Loin d’êtres passifs face à l’exigence de rentabilité maximale et à la dynamique d’accumulation de l’Occidentprédateur, c’est aussi au phénomène de « corsetage » de l’action associative en Afrique pour la mise en place des politiques néolibérales de l’Union européenne (accords de Cotonou, APE) que les partis politiques, les associations et les réseaux militants africains vont réagir, dénoncer et s’attaquer.

Ce mouvement, qui contient en germes les éléments d’une nouvelle réflexion sur le « socialisme » (socialisation des biens communs, des richesses et des moyens de production), associé au souci de rendre inaliénables les biens communs de l’humanité (eau, air, terre, connaissances) s’oppose à un rapport Nord/Sud où les effets les plus désastreux du libre-échange se produisent principalement dans le Sud et encore plus cruellement en Afrique. « Une autre Afrique est possible », inspiré par « un autre monde est possible », se construit donc comme lui autour d’axes clairs : résistance, refus de la fatalité et mise en avant d’alternatives.

A partir de la révolte de Seattle en 1999 et avec le premier Forum social mondial (FSM) à Porto Alegre en 2001, un début de convergence des résistances sociales va se produire et les mobilisations vont voir se réunir des militant-e-s de tous les pays. Cette nouvelle culture politique contestant le monopole de l’expertise dominante et de la pensée unique au profit de l’expertise citoyenne va dynamiser le mouvement altermondialiste en Afrique en développant d’autres sujets que la dette et l’ajustement structurel comme l’étranglement de l’agriculture paysanne africaine par les subventions aux agriculteurs occidentaux, l’imposition de semences génétiquement modifiées ou l’accès aux services sociaux de base (santé, éducation, eau, électricité).

S’inspirant des pratiques sociales d’innovation, de résistance et de propositions mises en avant par le FSM, le Forum social africain va naître d’une volonté de fédérer au niveau continental des mouvements épars et de construire un discours commun.

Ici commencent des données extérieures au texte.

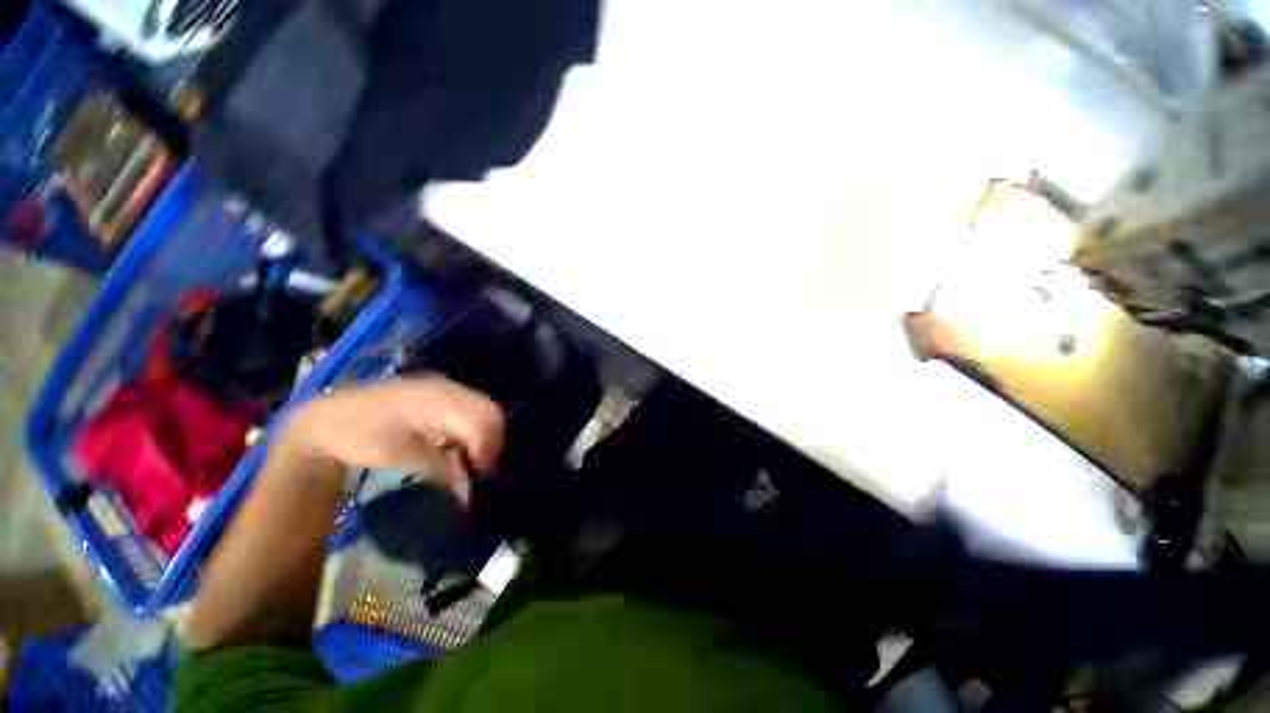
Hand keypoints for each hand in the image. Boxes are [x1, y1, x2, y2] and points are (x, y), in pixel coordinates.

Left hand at [279, 378, 505, 503]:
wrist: (330, 417)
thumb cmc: (360, 436)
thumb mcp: (399, 457)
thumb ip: (440, 469)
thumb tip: (470, 491)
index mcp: (440, 399)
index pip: (485, 420)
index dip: (488, 450)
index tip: (476, 477)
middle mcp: (451, 389)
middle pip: (492, 414)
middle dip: (490, 445)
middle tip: (476, 472)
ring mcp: (449, 389)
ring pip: (486, 413)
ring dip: (482, 440)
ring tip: (466, 464)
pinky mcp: (445, 396)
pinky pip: (473, 413)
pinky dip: (472, 434)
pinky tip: (456, 450)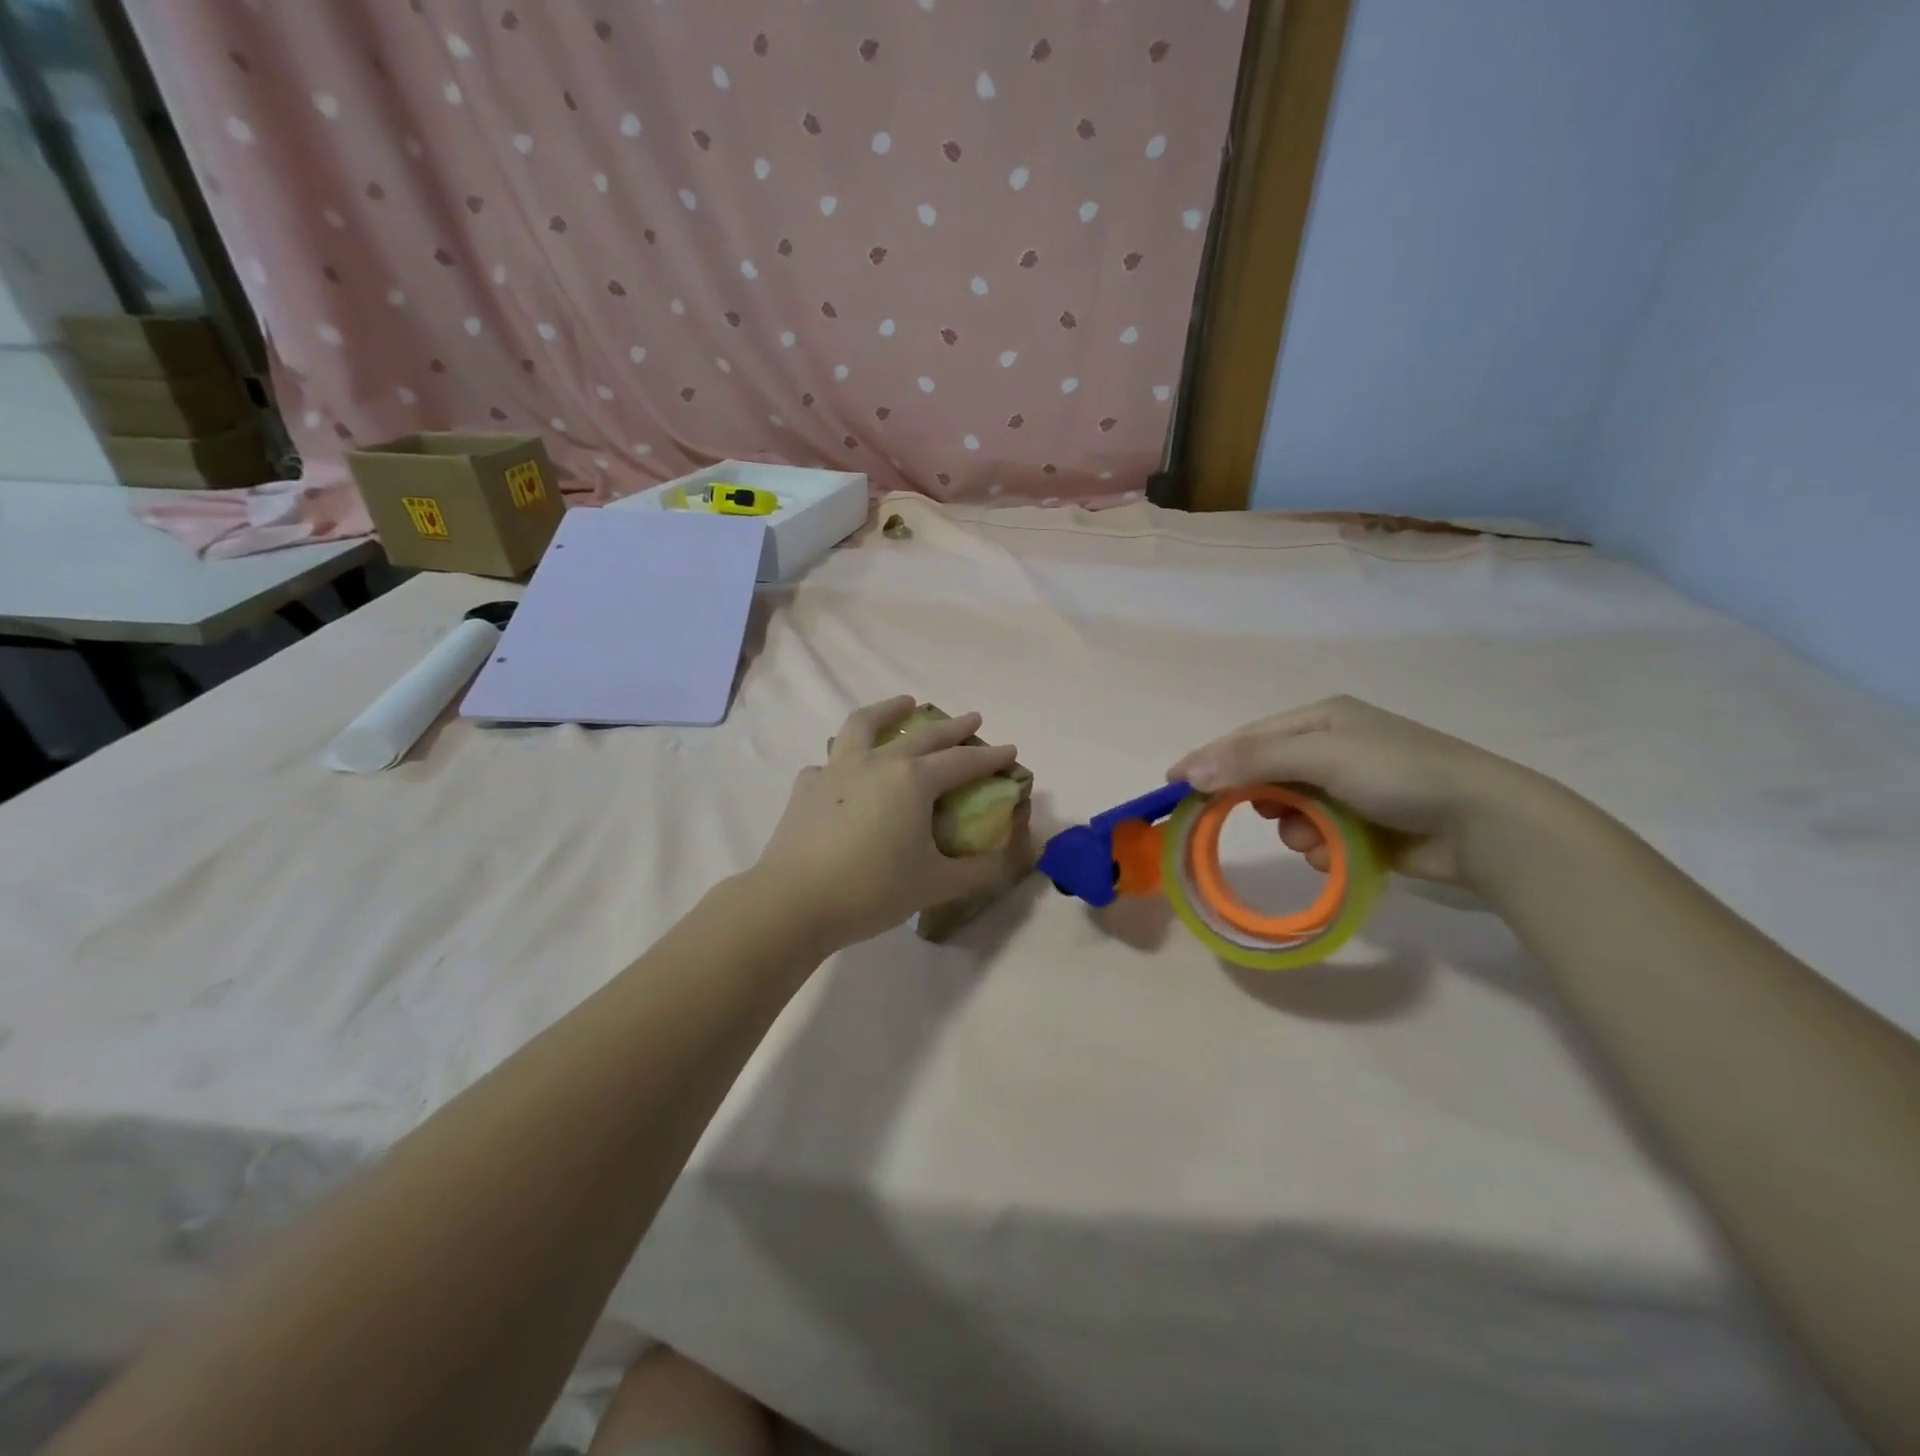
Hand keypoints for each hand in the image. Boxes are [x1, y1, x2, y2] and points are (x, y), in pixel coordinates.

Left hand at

Il va également être la concrétisation de l’élargissement important du mouvement : élargissement géographique (forums continentaux, polycentriques, nationaux et locaux…), social (mouvements paysans, de Sans-terre, syndicats, migrant-e-s, femmes…) et thématique. En 2002 a ainsi lieu le premier Forum Social Africain à Bamako (Mali) qui va enrichir et renforcer le mouvement social sur le continent. Préparé par plusieurs milliers d’organisations africaines à travers des forums nationaux, sousrégionaux ou thématiques, cette rencontre a permis de faire vivre de véritables espaces de dialogue entre paysans, politiques, ONG du Nord et du Sud ; et d’unifier les diverses mobilisations sur le continent.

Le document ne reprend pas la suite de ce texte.